Other boats were grounded on the water’s edge or anchored a few feet out. Tuck passed the campground.
“Aren’t we going to stop and find a car?” Julia asked, her head swiveling, looking behind them.
“Yeah, but we can’t pull in too close, or someone will see us.” Tuck drove the boat straight for the shore north of the campground.
Julia touched his arm. “Aren’t you going to stop? We’re going to run aground.”
“That’s the idea.” The bottom of the boat skimmed across sand and gravel, coming to a stop in two feet of water. “You two get out and wait on the shore for me.”
Julia shed her vest, gathered her backpack, untied the baby from her life vest and carried her to the front of the boat. When she was ready, she sat on the edge. “What are you going to do?”
“We can’t leave the boat here. If the guys chasing us recognize it, they’ll know this is where we stopped.” He held out his arms for Lily. “Want me to go first and help you two down?”
“No, it’s better if I go first, while you hold Lily.”
Julia handed the baby girl to Tuck and turned, sliding over the edge into the icy water.
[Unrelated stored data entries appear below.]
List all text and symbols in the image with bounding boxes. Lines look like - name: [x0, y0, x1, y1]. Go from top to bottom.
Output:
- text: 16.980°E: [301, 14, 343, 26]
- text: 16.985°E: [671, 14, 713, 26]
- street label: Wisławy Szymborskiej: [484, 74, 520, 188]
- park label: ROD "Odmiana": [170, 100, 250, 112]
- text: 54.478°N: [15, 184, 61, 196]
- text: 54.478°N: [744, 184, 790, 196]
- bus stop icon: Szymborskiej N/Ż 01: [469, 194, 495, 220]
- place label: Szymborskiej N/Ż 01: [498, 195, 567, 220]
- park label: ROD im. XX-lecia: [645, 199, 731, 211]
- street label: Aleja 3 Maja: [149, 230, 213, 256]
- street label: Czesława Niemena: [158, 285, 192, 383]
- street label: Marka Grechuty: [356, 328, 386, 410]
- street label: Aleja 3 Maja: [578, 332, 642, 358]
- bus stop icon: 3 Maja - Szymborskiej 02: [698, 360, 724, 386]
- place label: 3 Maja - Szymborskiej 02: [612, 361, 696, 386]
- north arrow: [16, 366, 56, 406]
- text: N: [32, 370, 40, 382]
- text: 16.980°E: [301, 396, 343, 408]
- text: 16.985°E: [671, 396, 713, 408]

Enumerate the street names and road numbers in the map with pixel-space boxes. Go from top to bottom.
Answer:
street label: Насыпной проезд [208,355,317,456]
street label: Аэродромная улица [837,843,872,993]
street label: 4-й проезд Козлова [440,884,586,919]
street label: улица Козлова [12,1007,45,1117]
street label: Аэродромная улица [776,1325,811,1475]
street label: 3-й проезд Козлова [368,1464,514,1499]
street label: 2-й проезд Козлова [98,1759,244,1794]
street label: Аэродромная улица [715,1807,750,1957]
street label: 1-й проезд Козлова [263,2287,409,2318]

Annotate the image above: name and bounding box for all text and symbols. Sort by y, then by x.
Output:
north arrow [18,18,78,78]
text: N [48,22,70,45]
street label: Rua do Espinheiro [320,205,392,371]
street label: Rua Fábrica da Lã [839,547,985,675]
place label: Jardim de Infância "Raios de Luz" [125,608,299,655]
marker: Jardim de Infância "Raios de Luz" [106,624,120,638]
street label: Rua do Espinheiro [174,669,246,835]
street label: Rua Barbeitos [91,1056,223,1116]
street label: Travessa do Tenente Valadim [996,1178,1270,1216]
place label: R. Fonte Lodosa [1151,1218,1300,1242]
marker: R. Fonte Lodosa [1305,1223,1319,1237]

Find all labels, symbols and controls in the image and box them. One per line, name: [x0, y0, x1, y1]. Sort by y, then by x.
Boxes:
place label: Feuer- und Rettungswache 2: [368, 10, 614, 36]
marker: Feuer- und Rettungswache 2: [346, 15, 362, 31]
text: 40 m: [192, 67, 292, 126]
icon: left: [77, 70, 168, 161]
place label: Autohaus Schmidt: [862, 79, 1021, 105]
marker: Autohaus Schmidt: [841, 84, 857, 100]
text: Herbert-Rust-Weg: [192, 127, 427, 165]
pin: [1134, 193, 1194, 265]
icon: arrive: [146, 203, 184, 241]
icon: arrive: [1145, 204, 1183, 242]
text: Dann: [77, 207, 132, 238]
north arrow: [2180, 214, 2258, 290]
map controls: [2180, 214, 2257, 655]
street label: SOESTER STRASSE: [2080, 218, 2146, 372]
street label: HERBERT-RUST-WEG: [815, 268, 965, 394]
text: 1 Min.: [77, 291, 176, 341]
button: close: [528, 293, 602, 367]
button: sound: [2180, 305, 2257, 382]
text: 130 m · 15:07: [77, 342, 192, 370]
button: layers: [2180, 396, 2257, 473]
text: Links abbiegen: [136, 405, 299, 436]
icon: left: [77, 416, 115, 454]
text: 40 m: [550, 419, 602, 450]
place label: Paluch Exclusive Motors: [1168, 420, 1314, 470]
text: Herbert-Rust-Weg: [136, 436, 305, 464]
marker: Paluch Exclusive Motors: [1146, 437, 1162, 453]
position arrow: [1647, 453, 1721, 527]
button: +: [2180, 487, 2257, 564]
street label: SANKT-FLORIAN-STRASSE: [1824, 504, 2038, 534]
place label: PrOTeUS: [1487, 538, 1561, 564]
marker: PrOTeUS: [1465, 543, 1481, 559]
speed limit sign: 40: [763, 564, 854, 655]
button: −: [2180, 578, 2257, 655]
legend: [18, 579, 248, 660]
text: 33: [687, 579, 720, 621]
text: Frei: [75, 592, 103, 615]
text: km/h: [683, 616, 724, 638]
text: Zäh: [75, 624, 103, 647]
As her feet hit bottom, she lost her footing for a second and staggered, arms flailing.
“Careful,” Tuck called out, frustrated that he couldn’t help, the baby firmly tucked into the crook of his arm.
Julia tipped and fell on her back in the water. She struggled to get her feet under her, the backpack and her shawl weighing her down. Finally, she managed to stand straight, water dripping from every part of her body, her hair hanging like limp ropes in her face.
“Thank goodness you had Lily.” Her teeth chattered. “The water is icy cold.” She moved closer to the boat, easing her way along the sandy bottom. When she was abreast of the bow, she reached up for Lily.
“Are you sure you’re okay?” Tuck held the baby out of her reach.